● **Task directions**: After reading the data, copy it out in full and exactly.

Stored items

○ ○ ○ ○ ○

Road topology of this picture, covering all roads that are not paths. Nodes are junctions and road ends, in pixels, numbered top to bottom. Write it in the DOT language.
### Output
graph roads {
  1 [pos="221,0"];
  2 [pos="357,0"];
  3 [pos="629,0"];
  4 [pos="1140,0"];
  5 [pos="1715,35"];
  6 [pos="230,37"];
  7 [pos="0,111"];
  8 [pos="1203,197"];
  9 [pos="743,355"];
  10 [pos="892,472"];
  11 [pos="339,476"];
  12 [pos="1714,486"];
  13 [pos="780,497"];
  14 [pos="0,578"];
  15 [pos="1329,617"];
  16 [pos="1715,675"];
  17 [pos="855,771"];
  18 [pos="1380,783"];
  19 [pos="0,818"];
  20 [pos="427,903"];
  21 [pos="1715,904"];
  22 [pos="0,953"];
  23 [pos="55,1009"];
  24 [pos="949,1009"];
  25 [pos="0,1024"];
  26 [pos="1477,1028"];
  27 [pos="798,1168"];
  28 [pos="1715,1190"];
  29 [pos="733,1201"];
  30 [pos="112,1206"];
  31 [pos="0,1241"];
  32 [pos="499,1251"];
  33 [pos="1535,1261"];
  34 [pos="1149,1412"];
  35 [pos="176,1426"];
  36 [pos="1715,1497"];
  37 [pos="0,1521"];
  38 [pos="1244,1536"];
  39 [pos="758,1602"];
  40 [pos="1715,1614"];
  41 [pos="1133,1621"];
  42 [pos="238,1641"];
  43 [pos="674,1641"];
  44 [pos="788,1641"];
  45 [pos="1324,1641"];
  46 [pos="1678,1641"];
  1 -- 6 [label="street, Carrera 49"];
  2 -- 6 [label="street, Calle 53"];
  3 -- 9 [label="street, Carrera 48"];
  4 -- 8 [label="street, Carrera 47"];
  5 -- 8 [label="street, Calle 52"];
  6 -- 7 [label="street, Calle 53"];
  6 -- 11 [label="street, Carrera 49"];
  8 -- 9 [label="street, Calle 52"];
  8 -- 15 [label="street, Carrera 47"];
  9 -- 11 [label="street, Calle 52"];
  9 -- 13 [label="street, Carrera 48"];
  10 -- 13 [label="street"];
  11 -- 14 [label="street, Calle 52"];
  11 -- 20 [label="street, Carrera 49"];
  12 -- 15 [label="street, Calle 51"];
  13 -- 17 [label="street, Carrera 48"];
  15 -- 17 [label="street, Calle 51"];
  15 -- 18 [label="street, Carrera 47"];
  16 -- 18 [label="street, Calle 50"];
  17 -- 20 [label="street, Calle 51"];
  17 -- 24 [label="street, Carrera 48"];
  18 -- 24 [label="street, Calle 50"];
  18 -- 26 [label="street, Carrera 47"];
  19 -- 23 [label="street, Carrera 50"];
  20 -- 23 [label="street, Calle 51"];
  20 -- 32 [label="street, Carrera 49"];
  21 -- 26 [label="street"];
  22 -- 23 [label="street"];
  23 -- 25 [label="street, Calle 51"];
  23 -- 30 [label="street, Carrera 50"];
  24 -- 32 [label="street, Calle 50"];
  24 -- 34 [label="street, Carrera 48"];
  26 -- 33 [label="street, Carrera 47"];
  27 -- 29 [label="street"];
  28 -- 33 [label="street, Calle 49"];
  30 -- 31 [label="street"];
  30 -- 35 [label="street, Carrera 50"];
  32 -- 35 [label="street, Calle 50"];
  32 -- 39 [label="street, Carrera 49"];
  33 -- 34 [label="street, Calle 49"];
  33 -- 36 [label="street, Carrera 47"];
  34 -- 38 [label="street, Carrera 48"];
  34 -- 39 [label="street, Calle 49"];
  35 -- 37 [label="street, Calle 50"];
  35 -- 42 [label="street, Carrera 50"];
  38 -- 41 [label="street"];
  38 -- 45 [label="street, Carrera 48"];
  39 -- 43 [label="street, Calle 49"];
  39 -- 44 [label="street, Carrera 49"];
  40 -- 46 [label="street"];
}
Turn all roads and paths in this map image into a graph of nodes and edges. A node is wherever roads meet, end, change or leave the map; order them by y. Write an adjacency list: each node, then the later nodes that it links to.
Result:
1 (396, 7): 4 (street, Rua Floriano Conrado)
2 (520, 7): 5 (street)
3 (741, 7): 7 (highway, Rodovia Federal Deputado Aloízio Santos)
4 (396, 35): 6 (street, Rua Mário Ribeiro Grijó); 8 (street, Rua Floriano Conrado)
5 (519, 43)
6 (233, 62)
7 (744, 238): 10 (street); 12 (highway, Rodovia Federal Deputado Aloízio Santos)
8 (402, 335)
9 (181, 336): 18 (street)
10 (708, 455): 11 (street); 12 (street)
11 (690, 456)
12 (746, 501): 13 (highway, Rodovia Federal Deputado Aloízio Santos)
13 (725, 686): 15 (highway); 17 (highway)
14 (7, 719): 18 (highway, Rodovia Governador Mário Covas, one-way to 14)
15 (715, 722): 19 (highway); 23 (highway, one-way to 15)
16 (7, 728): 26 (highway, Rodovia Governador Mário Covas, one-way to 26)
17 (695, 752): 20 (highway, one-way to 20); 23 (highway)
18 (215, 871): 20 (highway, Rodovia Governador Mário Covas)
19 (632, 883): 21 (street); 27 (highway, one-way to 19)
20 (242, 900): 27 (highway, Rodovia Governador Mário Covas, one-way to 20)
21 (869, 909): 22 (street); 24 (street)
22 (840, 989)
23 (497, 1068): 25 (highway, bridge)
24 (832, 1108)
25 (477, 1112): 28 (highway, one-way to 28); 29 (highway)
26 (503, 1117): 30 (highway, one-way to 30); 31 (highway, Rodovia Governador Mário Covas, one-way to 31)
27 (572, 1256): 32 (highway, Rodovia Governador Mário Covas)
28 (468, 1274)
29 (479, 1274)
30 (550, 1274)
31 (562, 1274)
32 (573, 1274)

○ ○ ○ ○ ○

● **Your solution**:
Road topology of this picture, covering all roads that are not paths. Nodes are junctions and road ends, in pixels, numbered top to bottom. Write it in the DOT language.
### Output
graph roads {
  1 [pos="221,0"];
  2 [pos="357,0"];
  3 [pos="629,0"];
  4 [pos="1140,0"];
  5 [pos="1715,35"];
  6 [pos="230,37"];
  7 [pos="0,111"];
  8 [pos="1203,197"];
  9 [pos="743,355"];
  10 [pos="892,472"];
  11 [pos="339,476"];
  12 [pos="1714,486"];
  13 [pos="780,497"];
  14 [pos="0,578"];
  15 [pos="1329,617"];
  16 [pos="1715,675"];
  17 [pos="855,771"];
  18 [pos="1380,783"];
  19 [pos="0,818"];
  20 [pos="427,903"];
  21 [pos="1715,904"];
  22 [pos="0,953"];
  23 [pos="55,1009"];
  24 [pos="949,1009"];
  25 [pos="0,1024"];
  26 [pos="1477,1028"];
  27 [pos="798,1168"];
  28 [pos="1715,1190"];
  29 [pos="733,1201"];
  30 [pos="112,1206"];
  31 [pos="0,1241"];
  32 [pos="499,1251"];
  33 [pos="1535,1261"];
  34 [pos="1149,1412"];
  35 [pos="176,1426"];
  36 [pos="1715,1497"];
  37 [pos="0,1521"];
  38 [pos="1244,1536"];
  39 [pos="758,1602"];
  40 [pos="1715,1614"];
  41 [pos="1133,1621"];
  42 [pos="238,1641"];
  43 [pos="674,1641"];
  44 [pos="788,1641"];
  45 [pos="1324,1641"];
  46 [pos="1678,1641"];
  1 -- 6 [label="street, Carrera 49"];
  2 -- 6 [label="street, Calle 53"];
  3 -- 9 [label="street, Carrera 48"];
  4 -- 8 [label="street, Carrera 47"];
  5 -- 8 [label="street, Calle 52"];
  6 -- 7 [label="street, Calle 53"];
  6 -- 11 [label="street, Carrera 49"];
  8 -- 9 [label="street, Calle 52"];
  8 -- 15 [label="street, Carrera 47"];
  9 -- 11 [label="street, Calle 52"];
  9 -- 13 [label="street, Carrera 48"];
  10 -- 13 [label="street"];
  11 -- 14 [label="street, Calle 52"];
  11 -- 20 [label="street, Carrera 49"];
  12 -- 15 [label="street, Calle 51"];
  13 -- 17 [label="street, Carrera 48"];
  15 -- 17 [label="street, Calle 51"];
  15 -- 18 [label="street, Carrera 47"];
  16 -- 18 [label="street, Calle 50"];
  17 -- 20 [label="street, Calle 51"];
  17 -- 24 [label="street, Carrera 48"];
  18 -- 24 [label="street, Calle 50"];
  18 -- 26 [label="street, Carrera 47"];
  19 -- 23 [label="street, Carrera 50"];
  20 -- 23 [label="street, Calle 51"];
  20 -- 32 [label="street, Carrera 49"];
  21 -- 26 [label="street"];
  22 -- 23 [label="street"];
  23 -- 25 [label="street, Calle 51"];
  23 -- 30 [label="street, Carrera 50"];
  24 -- 32 [label="street, Calle 50"];
  24 -- 34 [label="street, Carrera 48"];
  26 -- 33 [label="street, Carrera 47"];
  27 -- 29 [label="street"];
  28 -- 33 [label="street, Calle 49"];
  30 -- 31 [label="street"];
  30 -- 35 [label="street, Carrera 50"];
  32 -- 35 [label="street, Calle 50"];
  32 -- 39 [label="street, Carrera 49"];
  33 -- 34 [label="street, Calle 49"];
  33 -- 36 [label="street, Carrera 47"];
  34 -- 38 [label="street, Carrera 48"];
  34 -- 39 [label="street, Calle 49"];
  35 -- 37 [label="street, Calle 50"];
  35 -- 42 [label="street, Carrera 50"];
  38 -- 41 [label="street"];
  38 -- 45 [label="street, Carrera 48"];
  39 -- 43 [label="street, Calle 49"];
  39 -- 44 [label="street, Carrera 49"];
  40 -- 46 [label="street"];
}
Turn all roads and paths in this map image into a graph of nodes and edges. A node is wherever roads meet, end, change or leave the map; order them by y. Write an adjacency list: each node, then the later nodes that it links to.
Result:
1 (396, 7): 4 (street, Rua Floriano Conrado)
2 (520, 7): 5 (street)
3 (741, 7): 7 (highway, Rodovia Federal Deputado Aloízio Santos)
4 (396, 35): 6 (street, Rua Mário Ribeiro Grijó); 8 (street, Rua Floriano Conrado)
5 (519, 43)
6 (233, 62)
7 (744, 238): 10 (street); 12 (highway, Rodovia Federal Deputado Aloízio Santos)
8 (402, 335)
9 (181, 336): 18 (street)
10 (708, 455): 11 (street); 12 (street)
11 (690, 456)
12 (746, 501): 13 (highway, Rodovia Federal Deputado Aloízio Santos)
13 (725, 686): 15 (highway); 17 (highway)
14 (7, 719): 18 (highway, Rodovia Governador Mário Covas, one-way to 14)
15 (715, 722): 19 (highway); 23 (highway, one-way to 15)
16 (7, 728): 26 (highway, Rodovia Governador Mário Covas, one-way to 26)
17 (695, 752): 20 (highway, one-way to 20); 23 (highway)
18 (215, 871): 20 (highway, Rodovia Governador Mário Covas)
19 (632, 883): 21 (street); 27 (highway, one-way to 19)
20 (242, 900): 27 (highway, Rodovia Governador Mário Covas, one-way to 20)
21 (869, 909): 22 (street); 24 (street)
22 (840, 989)
23 (497, 1068): 25 (highway, bridge)
24 (832, 1108)
25 (477, 1112): 28 (highway, one-way to 28); 29 (highway)
26 (503, 1117): 30 (highway, one-way to 30); 31 (highway, Rodovia Governador Mário Covas, one-way to 31)
27 (572, 1256): 32 (highway, Rodovia Governador Mário Covas)
28 (468, 1274)
29 (479, 1274)
30 (550, 1274)
31 (562, 1274)
32 (573, 1274)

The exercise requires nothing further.